Egyptians one generation more ancient than the ones we usually call Ancient Egyptians perhaps thought the pyramids to be detestable eyesores on the desert skyline, and Greeks old enough to remember the good old days before poetry, medicine and architecture might have had a Prince-Charles-like disdain for the doric ‘carbuncles’ clunking up the Acropolises of their once fair country.
But age becomes architecture, and the triangularity of Egyptian and Hellenic architecture is now considered ‘classic’. Similarly, many of the buildings we now find hideous might one day seem so precious that we’ll end up protecting them. No such luck so far for that great American contribution to suburban architecture, the shopping mall, which is still too ubiquitous to be considered salvage-worthy.
A shopping mall can be defined as a conglomeration of retail shops, usually under one roof, with an ironic twist to its accessability: typically only reached by car, as attested by the huge parking areas surrounding it, the attraction of a mall consists of its pedestrians-only policy indoors.
One unconfirmed piece of shopping mall trivia holds that the US has more malls than high schools. While these must include many tiny malls, there are also more than 1,100 ‘regional shopping malls‘, targeting potential customers as far away as 25 miles and often extending to a million square feet.
The shopping mall has been one of the US’s most succesful export products, mushrooming in every corner of the Free World. But in its homeland, boom seems to have turned to bust, with shoppers now being drawn in droves to open-air ‘lifestyle centres‘ or doing their browsing and buying online. Many malls are now abandoned to decay, much like the boomtowns turned ghost towns of the nineteenth century.
Whole websites are dedicated to shopping mall postmortems, which detail the afterlife of these palaces of retail. Malls are intended to be cheery rather than leery, to induce consumption rather than consternation, but they nonetheless have a macabre quality, especially obvious when they’re defunct (as on www.deadmalls.com), serving as a refuge against man-eating zombies (as in George A. Romero’s Dawn of the Dead), or otherwise closed for business.
Consumers have a love-hate relationship with malls: we go to them because we love to shop, or just hang out there, but also because there’s nowhere else to go. Malls are convenient, but also monotonous – any mall is just a reconfiguration of the same store brands you’ll find in any other mall.

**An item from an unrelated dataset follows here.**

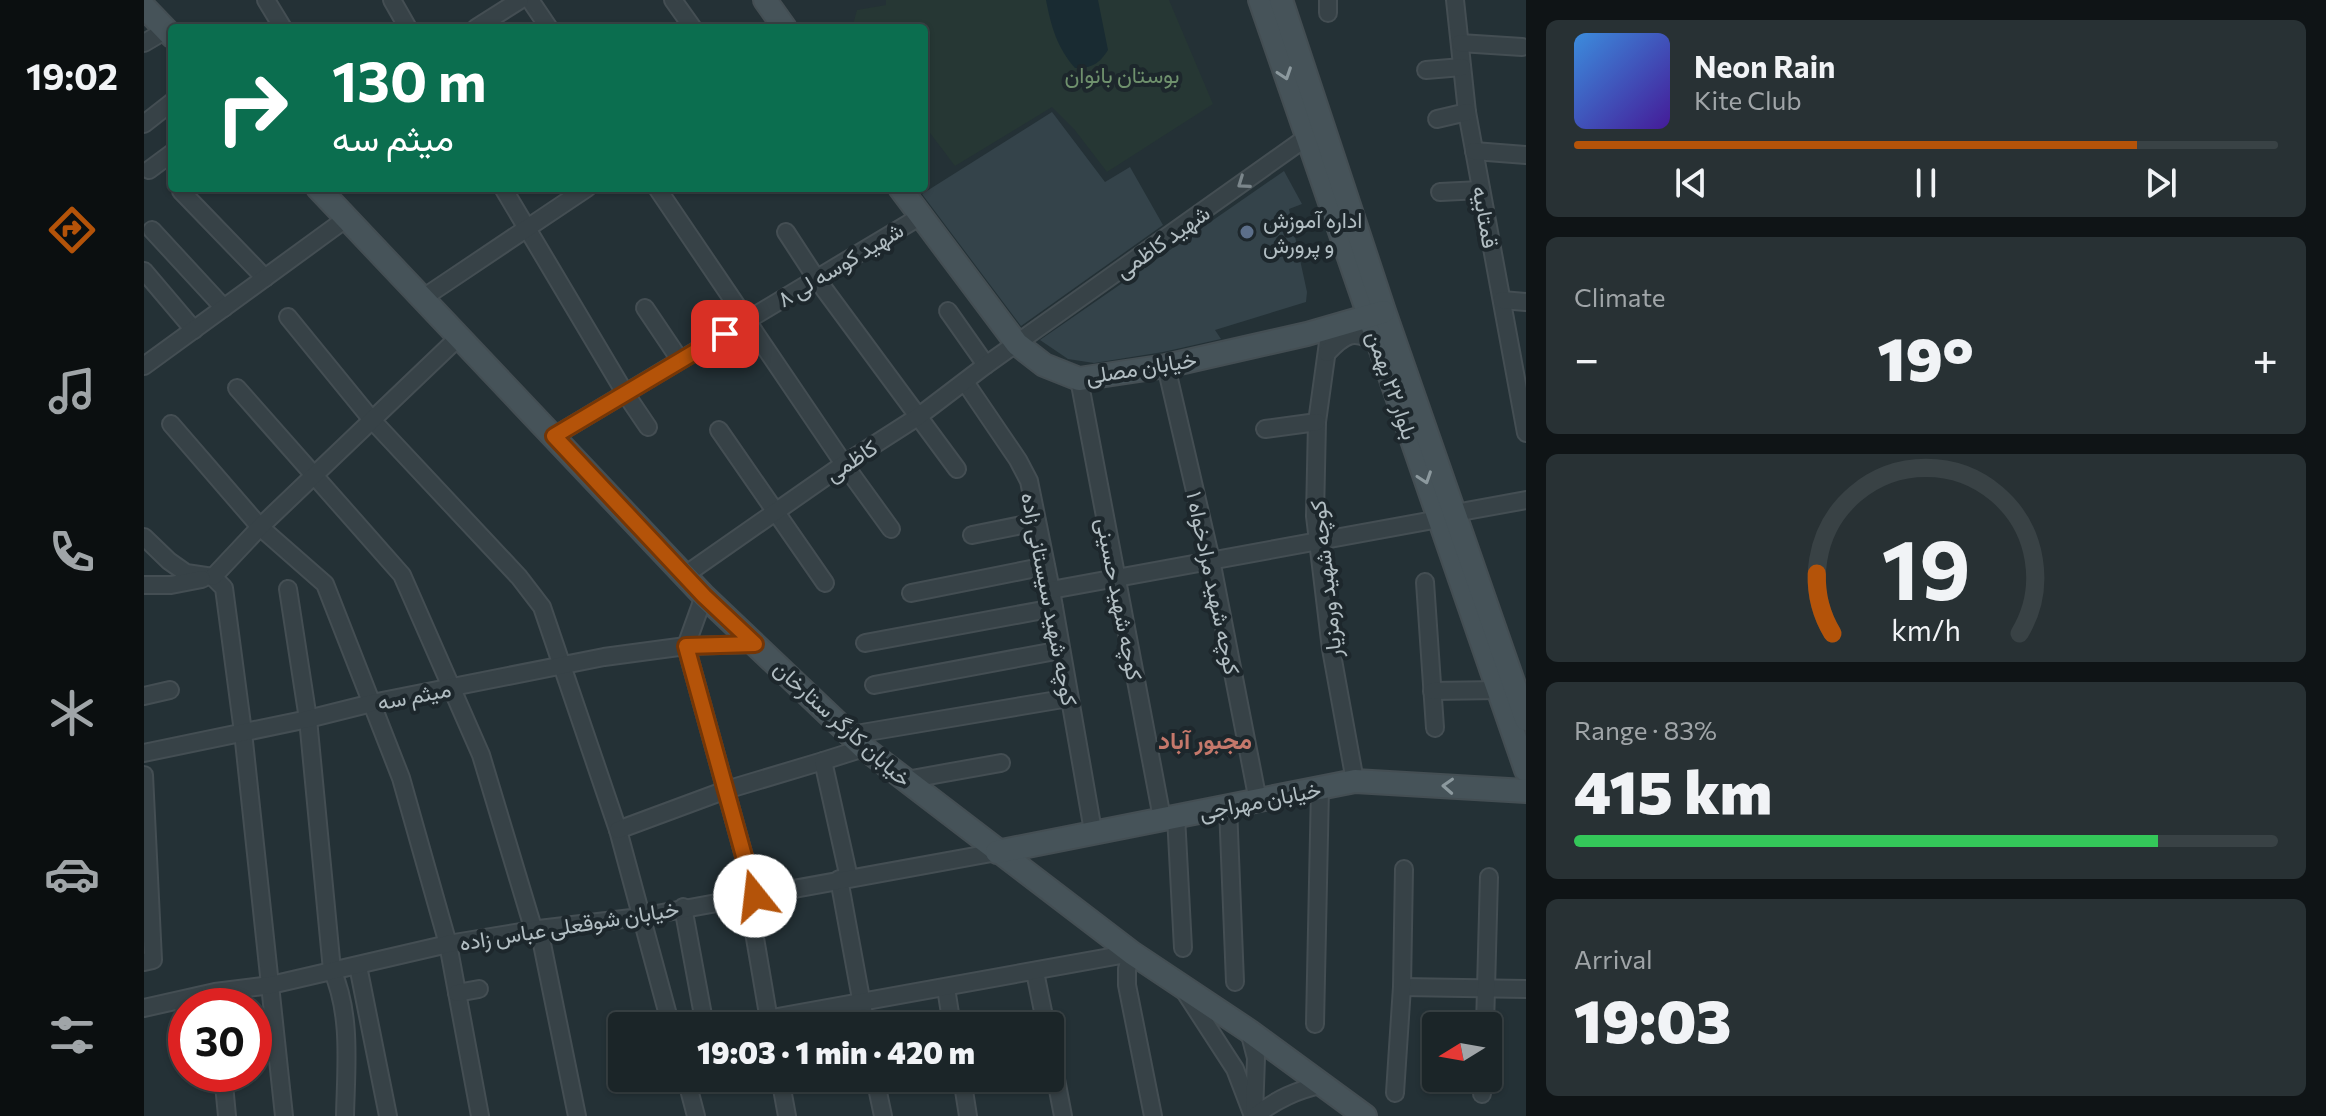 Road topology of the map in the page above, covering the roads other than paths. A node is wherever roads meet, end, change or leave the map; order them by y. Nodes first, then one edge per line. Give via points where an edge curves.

Something of that annoyance with the mall-induced Gleichschaltung is expressed in this cartoon, presenting America as one giant mall, completely covered by just over a dozen of brand names. From Starbuck’s over WaldenBooks to Walmart, the shopping needs covered by this relatively short list are so diverse that one could imagine living at the mall without ever leaving it. And why would you? Mr Romero’s zombies sure seemed to like it…
This cartoon, ‘America the Mall’, was sent in by Josh Bloom, who scanned it from the Boston Globe, in which it appeared in August of 2000 – still very much the heyday of the shopping mall.